Interview: China economy has multiple sources of growth potentials, resilience
by Xinhua writer Liu Yanan
NEW YORK, Jan. 23 (Xinhua) -- China's economy enjoys multiple sources of growth potentials and resilience, and its structural change brings about optimism on the country's ability to tide through difficulties, according to a senior investment advisor with UBS Wealth Management.
Growth potentials and resilience of the Chinese economy stem from a mixed combination of effective fiscal and monetary policies, and the fact that the economy has become more consumption-oriented and less export-dependent, Jorge O. Mariscal, Emerging Markets Chief Investment Officer at UBS Wealth Management, said on Tuesday.
The ongoing transformation of the Chinese economy relies less on traditional exports and more on an increasing number of technological breakthroughs such as 5G and industrial internet, Mariscal said in an email interview with Xinhua.
China's supply side reform generates the potential momentum of a new model of growth, which fosters innovation and less bureaucracy, Mariscal added.
"The above structural change makes us optimistic about China's ability to navigate the current difficult juncture," said Mariscal.
Mariscal said he expected that the Chinese economy would grow 6.1 percent in 2019 amid some mixed trends.
China's economy, the world's second largest, grew 6.6 percent year on year to reach 90.0309 trillion yuan (about 13.28 trillion U.S. dollars) in 2018, above the official target of around 6.5 percent, according to data issued by the National Bureau of Statistics (NBS) on Monday.

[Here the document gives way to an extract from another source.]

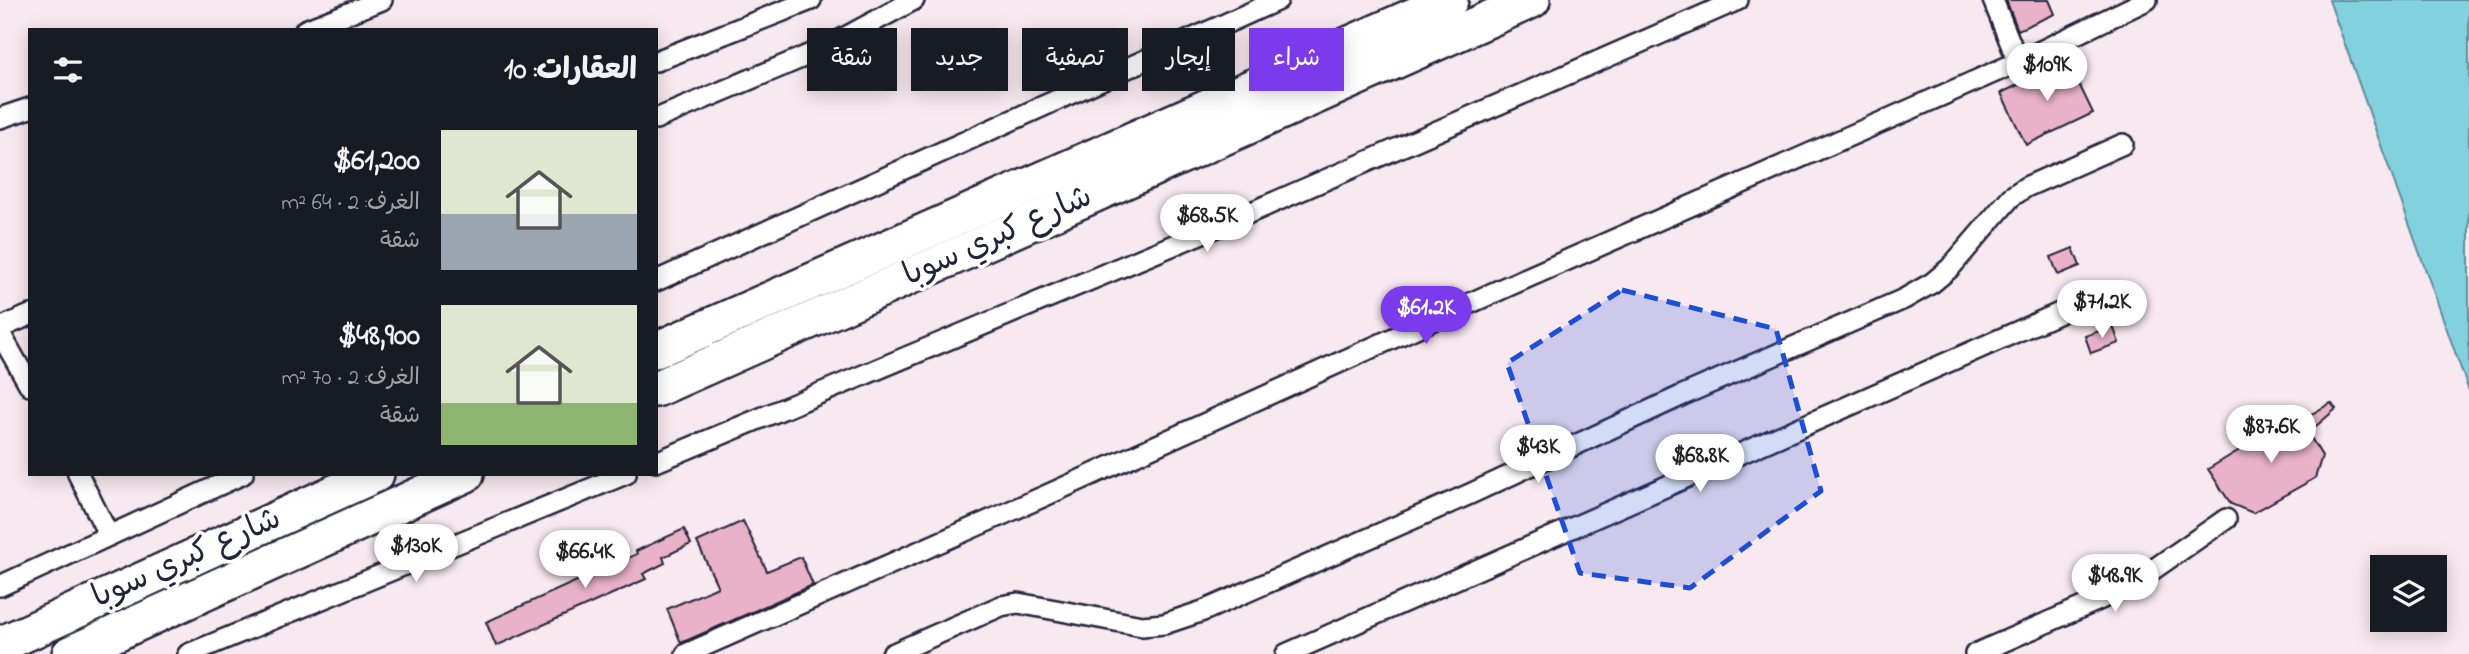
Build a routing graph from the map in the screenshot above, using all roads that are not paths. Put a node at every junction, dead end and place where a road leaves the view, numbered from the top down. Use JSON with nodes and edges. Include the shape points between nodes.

China also would have higher debt-to-GDP ratio in 2019 due to the slowdown in economic expansion and the easing of fiscal policies, which will likely lead to a rebound of the property sector, liquidity level, and ideally consumption to investment level in 2019, according to Mariscal.
Chinese economy underwent a meaningful slowdown caused by deleveraging in 2018, compounded by negative investment and consumer sentiment due to trade tensions with the United States and a slow and gradual policy response, said Mariscal.
Mariscal also expected more fiscal policies and further expansionary monetary policies from China as China's central bank has already lowered reserve requirement ratio by 100 basis points so far 2019 with 83 billion U.S. dollars injected to the banking system.
China is still likely to report weak economic indicators in the first quarter of 2019 as the transmission of policies into real economy takes time and the effects of supportive policies are likely to be felt after the first quarter, said Mariscal.
Chinese investment growth has rebounded since October 2018 due to high infrastructure investment from local governments, but it remains to be seen whether it is sufficient to stabilize growth in 2019, according to Mariscal.
A stable economic performance in China will of course promote the stability of global economy as China makes up about 15 percent of global GDP, said Mariscal.
Whether China could manage to mitigate the downside risks by setting forth a series of counter-cyclical policies is crucial to the global economy, especially amid the uncertainties of trade tension between the United States and China.
The impacts from tariffs in 2018 were not as bad as expected based on the most recent statistics of Chinese trade balances, according to Mariscal.
It is estimated that China contributed to nearly 30 percent of the world's economic growth and remained the largest contributor to global growth in 2018 as China's economic growth entered a new normal of slower economic growth.